Chapitre 28
:
Miracle

Miracle

Miracle. Soudain, le camp est entièrement plongé dans l’obscurité. Seuls, près de moi, les phares de la voiture éclairent droit devant elle. Cet incident provoque une seconde d’hésitation chez le tireur, le temps pour moi de plonger de côté, de rouler sur moi-même, de penser la suite logique : officier – uniforme – ceinture – holster. Je me redresse sur mes jambes, saisis le Luger accroché à ma taille, vois dans l’obscurité des éclairs qui sortent de la mitrailleuse, les vise, à peine plus haut, à peine plus loin, boum, boum, boum, puis un cri, le bruit d’un corps qui tombe, le rakatak de la mitrailleuse qui décrit un arc de cercle pour se diriger vers le ciel, enfin, un nouveau boum, beaucoup, beaucoup, beaucoup plus fort, immédiatement suivi par quelques autres, et, alors même que les projecteurs sont toujours éteints, on voit de nouveau comme en plein jour : le bunker de recherche et la moitié du camp sont en flammes. Dans cette lumière, je vise les deux Allemands assis à l’avant du véhicule : dans les dents, Battiston est vengé.

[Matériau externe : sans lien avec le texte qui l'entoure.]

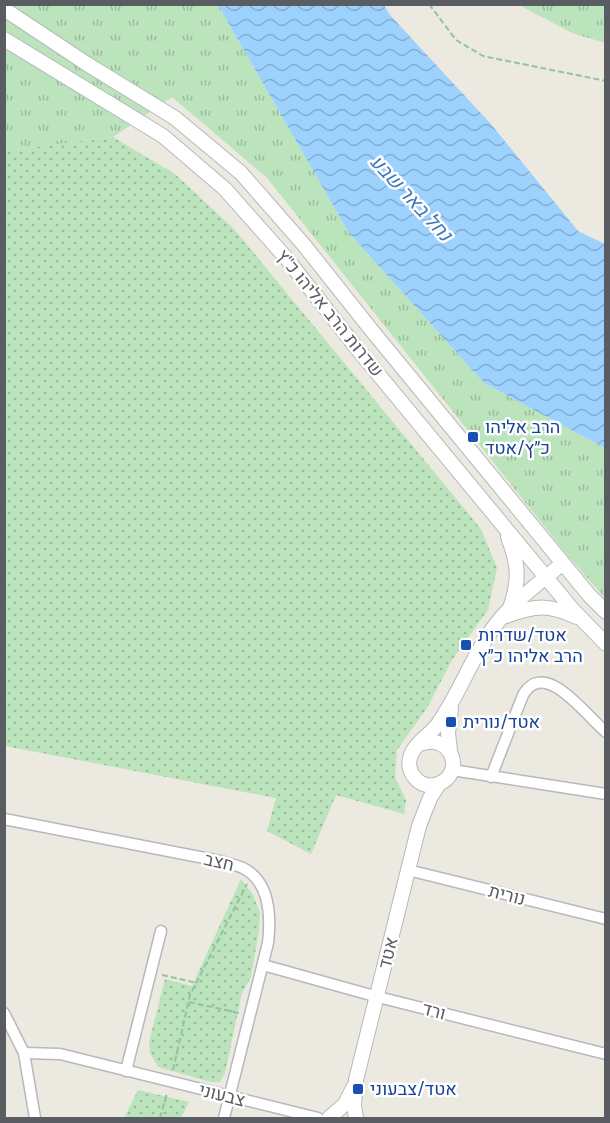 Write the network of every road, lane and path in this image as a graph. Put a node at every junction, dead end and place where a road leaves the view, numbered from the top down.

La rivière. Je balance le conducteur au sol, prends sa place, démarre, écrase l’accélérateur, fonce plein ouest, et, à dix mètres de la clôture électrifiée qui protège la rive et qu’il me faut bien détruire avant de gagner l’eau, passe le point mort et saute du véhicule qui s’encastre dans les câbles, les arrachant sans faire d’étincelles. Quel con ! deux fois. Vaquette, regarde les projecteurs, il n’y a pas de lumière, pas d’étincelles, parce que l’électri-cité ne fonctionne plus. Et puis, t’es con une deuxième fois, parce qu’aller te foutre à l’eau alors que tu peux ressortir, dans l’obscurité, par là où vous auriez dû entrer…

Digression

C’est vrai, j’ai raison. Je suis désolé. J’ai essayé, vraiment, je le jure, et Artémise et Bixente m’en sont témoins depuis le chapitre 14, d’utiliser mes performances sportives pour vous écrire une scène aquatique et épique, avec, pourquoi pas ? un crocodile et Tarzan, mais bon, je n’y arrive pas, ça ne colle pas, manifestement, ce n’est pas logique. Tant pis.

Fin de la digression

Je tourne le dos à la rivière, je cours, vers les barbelés, plein sud. Personne, semble-t-il, ne s’intéresse à moi, et peut-être est-ce même la première fois de ma vie que je ne le vis pas comme une insulte. Les survivants, valides, doivent probablement songer à s’enfuir, ou à éteindre l’incendie pour les plus héroïques. J’arrive à la clôture du camp, et je retire à l’instant tout ce que j’ai bien pu dire sur l’efficacité germanique, ce n’est pas comme ça que vous la gagnerez, la guerre : la percée d’Artémise dans le double rideau de barbelés est intacte. Je la franchis, je cours, passe la clôture d’enceinte qui n’est pas plus réparée, la longe vers l’est pour regagner la route, pense, de nouveau : ça y est, c’est la fin, je veux dire, j’ai gagné, lorsque, en face de moi, deux phares s’allument, m’aveuglent, et qu’une voix qui ne m’est pas tout à fait étrangère me crie :

— Vaquette, magne ton cul, faignant.